LKML Archive on lore.kernel.org
help / color / mirror / Atom feed
* Re: + per-cpuset-hugetlb-accounting-and-administration.patch added to -mm tree
[not found] <200705040104.l4414YFR026322@shell0.pdx.osdl.net>
@ 2007-05-04 1:38 ` Paul Jackson
2007-05-04 4:49 ` Ken Chen
2007-05-04 6:45 ` Bill Irwin
0 siblings, 2 replies; 10+ messages in thread
From: Paul Jackson @ 2007-05-04 1:38 UTC (permalink / raw)
To: linux-kernel; +Cc: akpm, mm-commits, kenchen, agl, hermes, wli, clameter
Adding Christoph Lameter <clameter@sgi.com> to the cc list, as he knows
more about hugetlb pages than I do.
This patch strikes me as a bit odd.
Granted, it's solving what could be a touchy problem with a fairly
simple solution, which is usually a Good Thing(tm).
However, the idea that different tasks would see different values for
the following fields in /proc/meminfo:
HugePages_Total: 0
HugePages_Free: 0
strikes me as odd, and risky. I would have thought that usually, all
tasks in the system should see the same values in the files in /proc
(as opposed to the files in particular task subdirectories /proc/<pid>.)
This patch strikes me as a bit of a hack, good for compatibility, but
hiding a booby trap that will bite some user code in the long run.
But I'm not enough of an expert to know what the right tradeoffs are
in this matter.
--
I won't rest till it's the best ...
Programmer, Linux Scalability
Paul Jackson <pj@sgi.com> 1.925.600.0401
^ permalink raw reply [flat|nested] 10+ messages in thread
* Re: + per-cpuset-hugetlb-accounting-and-administration.patch added to -mm tree
2007-05-04 1:38 ` + per-cpuset-hugetlb-accounting-and-administration.patch added to -mm tree Paul Jackson
@ 2007-05-04 4:49 ` Ken Chen
2007-05-04 5:03 ` Andrew Morton
2007-05-04 5:12 ` Paul Jackson
2007-05-04 6:45 ` Bill Irwin
1 sibling, 2 replies; 10+ messages in thread
From: Ken Chen @ 2007-05-04 4:49 UTC (permalink / raw)

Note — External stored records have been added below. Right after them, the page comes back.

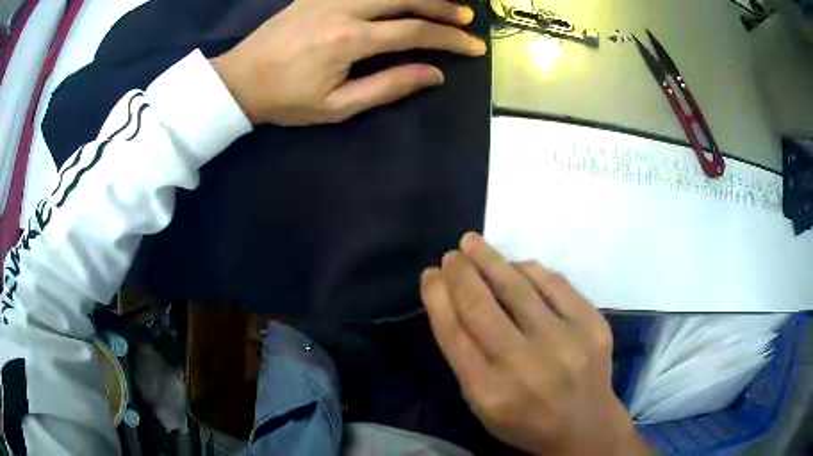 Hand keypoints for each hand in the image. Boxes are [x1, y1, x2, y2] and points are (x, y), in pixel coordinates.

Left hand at [210, 0, 485, 125]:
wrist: (239, 81)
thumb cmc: (286, 100)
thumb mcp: (337, 106)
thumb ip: (388, 87)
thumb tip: (435, 75)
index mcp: (349, 40)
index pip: (415, 32)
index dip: (450, 39)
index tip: (474, 46)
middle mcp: (344, 9)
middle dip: (443, 6)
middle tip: (466, 17)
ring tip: (442, 3)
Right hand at [420, 233, 650, 455]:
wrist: (586, 426)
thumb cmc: (526, 421)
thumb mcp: (483, 405)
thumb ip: (465, 359)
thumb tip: (451, 303)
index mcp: (490, 391)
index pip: (453, 333)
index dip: (437, 297)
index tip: (430, 275)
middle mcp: (525, 365)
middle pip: (481, 306)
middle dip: (460, 273)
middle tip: (451, 256)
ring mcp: (564, 342)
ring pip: (518, 287)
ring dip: (490, 260)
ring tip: (473, 244)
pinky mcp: (592, 325)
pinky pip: (555, 284)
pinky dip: (530, 270)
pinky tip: (516, 265) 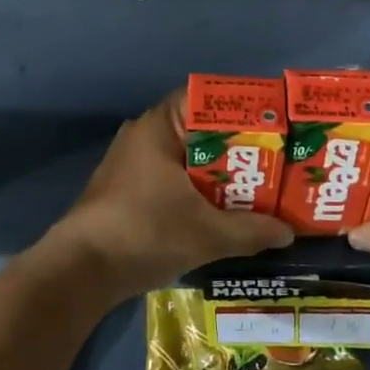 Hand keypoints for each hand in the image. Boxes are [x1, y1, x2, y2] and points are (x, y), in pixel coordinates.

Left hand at [48, 93, 293, 298]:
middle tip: (276, 160)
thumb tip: (289, 233)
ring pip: (188, 158)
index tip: (272, 124)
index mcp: (159, 126)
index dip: (241, 109)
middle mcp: (145, 135)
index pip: (206, 99)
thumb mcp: (206, 233)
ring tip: (258, 186)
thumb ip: (250, 230)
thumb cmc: (145, 232)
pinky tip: (223, 210)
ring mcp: (133, 163)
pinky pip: (174, 178)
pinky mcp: (129, 190)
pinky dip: (198, 189)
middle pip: (201, 131)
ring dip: (219, 173)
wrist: (81, 270)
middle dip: (237, 146) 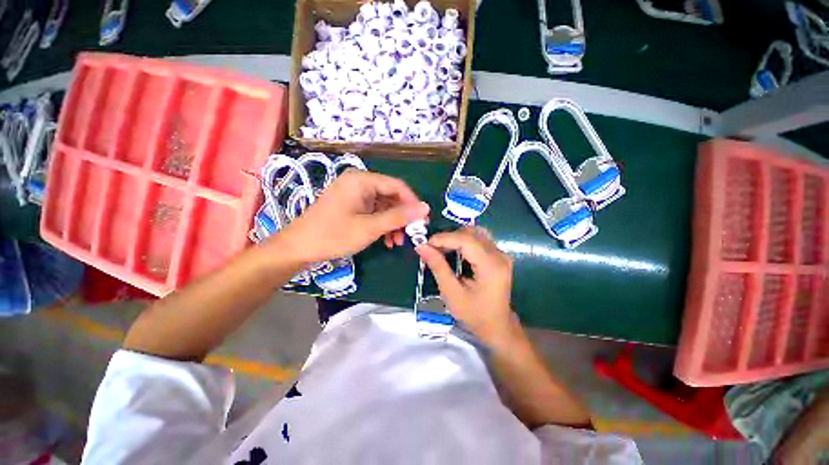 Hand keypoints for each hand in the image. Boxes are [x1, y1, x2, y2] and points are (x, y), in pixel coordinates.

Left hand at [270, 170, 429, 263]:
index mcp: (362, 180)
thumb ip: (399, 217)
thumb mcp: (370, 227)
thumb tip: (425, 208)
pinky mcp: (351, 206)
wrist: (299, 248)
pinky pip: (373, 213)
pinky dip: (382, 225)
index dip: (412, 203)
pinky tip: (387, 241)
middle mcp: (359, 183)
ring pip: (383, 207)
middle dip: (401, 217)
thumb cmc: (334, 235)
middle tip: (410, 235)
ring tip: (397, 242)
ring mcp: (354, 195)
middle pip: (391, 196)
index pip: (397, 186)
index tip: (423, 221)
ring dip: (392, 224)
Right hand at [416, 227, 515, 342]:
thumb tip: (421, 247)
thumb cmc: (474, 315)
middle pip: (471, 233)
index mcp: (491, 266)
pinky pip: (479, 239)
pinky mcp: (498, 256)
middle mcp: (499, 255)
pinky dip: (463, 241)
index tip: (426, 243)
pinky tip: (453, 251)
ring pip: (475, 233)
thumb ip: (438, 267)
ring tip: (441, 249)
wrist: (497, 327)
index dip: (445, 238)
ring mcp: (501, 254)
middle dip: (449, 237)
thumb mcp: (452, 294)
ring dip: (456, 237)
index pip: (466, 240)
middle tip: (432, 248) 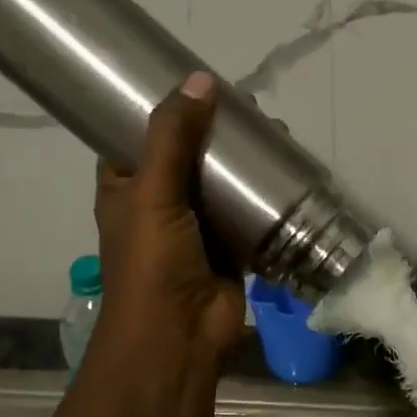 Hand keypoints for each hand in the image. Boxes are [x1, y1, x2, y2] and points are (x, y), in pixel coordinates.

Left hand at [90, 71, 246, 380]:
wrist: (177, 336)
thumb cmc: (152, 262)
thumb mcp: (153, 192)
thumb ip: (174, 137)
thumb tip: (201, 80)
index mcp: (126, 186)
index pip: (139, 135)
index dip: (163, 109)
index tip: (196, 84)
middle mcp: (160, 201)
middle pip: (190, 153)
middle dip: (217, 130)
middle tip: (250, 106)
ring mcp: (198, 225)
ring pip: (223, 181)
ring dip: (245, 160)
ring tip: (276, 131)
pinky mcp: (231, 245)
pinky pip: (250, 210)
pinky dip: (266, 193)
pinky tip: (290, 170) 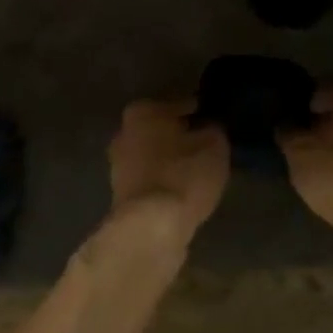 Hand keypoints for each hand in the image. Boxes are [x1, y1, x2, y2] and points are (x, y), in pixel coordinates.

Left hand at [109, 99, 229, 244]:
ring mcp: (118, 166)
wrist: (150, 228)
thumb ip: (213, 130)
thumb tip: (210, 128)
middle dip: (180, 135)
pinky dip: (164, 181)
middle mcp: (124, 133)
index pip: (179, 104)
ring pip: (152, 155)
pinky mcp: (121, 196)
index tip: (213, 120)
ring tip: (196, 169)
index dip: (199, 112)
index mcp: (143, 111)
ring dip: (170, 160)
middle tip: (205, 144)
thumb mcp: (214, 146)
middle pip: (160, 129)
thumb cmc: (183, 175)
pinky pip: (150, 179)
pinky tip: (182, 189) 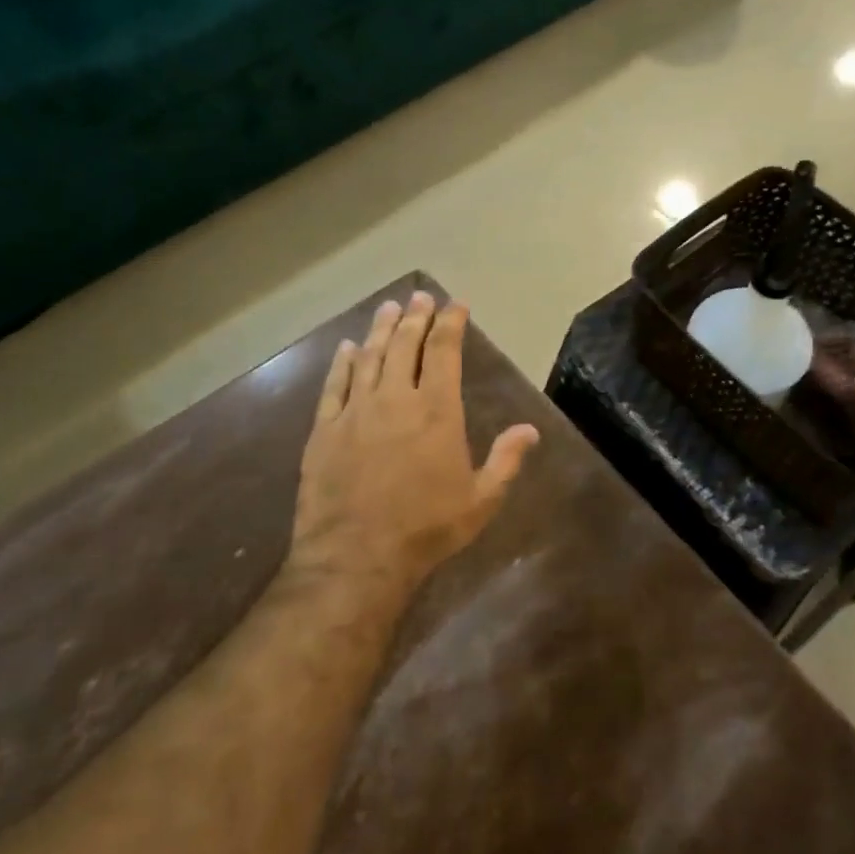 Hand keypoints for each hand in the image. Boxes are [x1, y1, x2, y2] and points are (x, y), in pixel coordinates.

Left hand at [290, 292, 539, 595]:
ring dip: (380, 329)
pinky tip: (346, 348)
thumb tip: (530, 429)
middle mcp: (396, 399)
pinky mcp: (325, 430)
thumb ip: (506, 460)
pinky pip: (334, 385)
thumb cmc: (426, 529)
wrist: (356, 557)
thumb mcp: (480, 500)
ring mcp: (356, 411)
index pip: (444, 351)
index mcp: (437, 410)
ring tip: (389, 307)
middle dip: (415, 317)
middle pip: (404, 345)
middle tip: (420, 296)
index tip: (455, 305)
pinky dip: (342, 363)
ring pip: (369, 357)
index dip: (450, 323)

To: Paul Jackson; +Cc: linux-kernel, akpm, mm-commits, agl, hermes, wli, clameter
On 5/3/07, Paul Jackson <pj@sgi.com> wrote:
> Adding Christoph Lameter <clameter@sgi.com> to the cc list, as he knows
> more about hugetlb pages than I do.
>
> This patch strikes me as a bit odd.
>
> Granted, it's solving what could be a touchy problem with a fairly
> simple solution, which is usually a Good Thing(tm).
>
> However, the idea that different tasks would see different values for
> the following fields in /proc/meminfo:
>
> HugePages_Total: 0
> HugePages_Free: 0
>
> strikes me as odd, and risky. I would have thought that usually, all
> tasks in the system should see the same values in the files in /proc
> (as opposed to the files in particular task subdirectories /proc/<pid>.)
>
> This patch strikes me as a bit of a hack, good for compatibility, but
> hiding a booby trap that will bite some user code in the long run.
>
> But I'm not enough of an expert to know what the right tradeoffs are
> in this matter.
Would annotating the Hugepages_* field with name of cpuset help? I
orginally thought that since cpuset's mems are hirearchical in memory
assignment, it is fairly straightforward to understand what's going
on: parent cpuset stats include its and all of its children. For
example, if root cpuset has two sub job1 and job2 cpusets, each has 20
and 30 htlb pages, when query at each level, we have:
[root@box]# echo $$ > /dev/cpuset/tasks
[root@box]# grep HugePages_Total /proc/meminfo
HugePages_Total: 50
[root@box]# echo $$ > /dev/cpuset/job1/tasks
[root@box]# grep HugePages_Total /proc/meminfo
HugePages_Total: 20
[root@box]# echo $$ > /dev/cpuset/job2/tasks
[root@box]# grep HugePages_Total /proc/meminfo
HugePages_Total: 30
If this is odd, do you have any suggestions for alternative?
- Ken
^ permalink raw reply [flat|nested] 10+ messages in thread
* Re: + per-cpuset-hugetlb-accounting-and-administration.patch added to -mm tree
2007-05-04 4:49 ` Ken Chen
@ 2007-05-04 5:03 ` Andrew Morton
2007-05-04 5:58 ` Paul Jackson
2007-05-04 5:12 ` Paul Jackson
1 sibling, 1 reply; 10+ messages in thread
From: Andrew Morton @ 2007-05-04 5:03 UTC (permalink / raw)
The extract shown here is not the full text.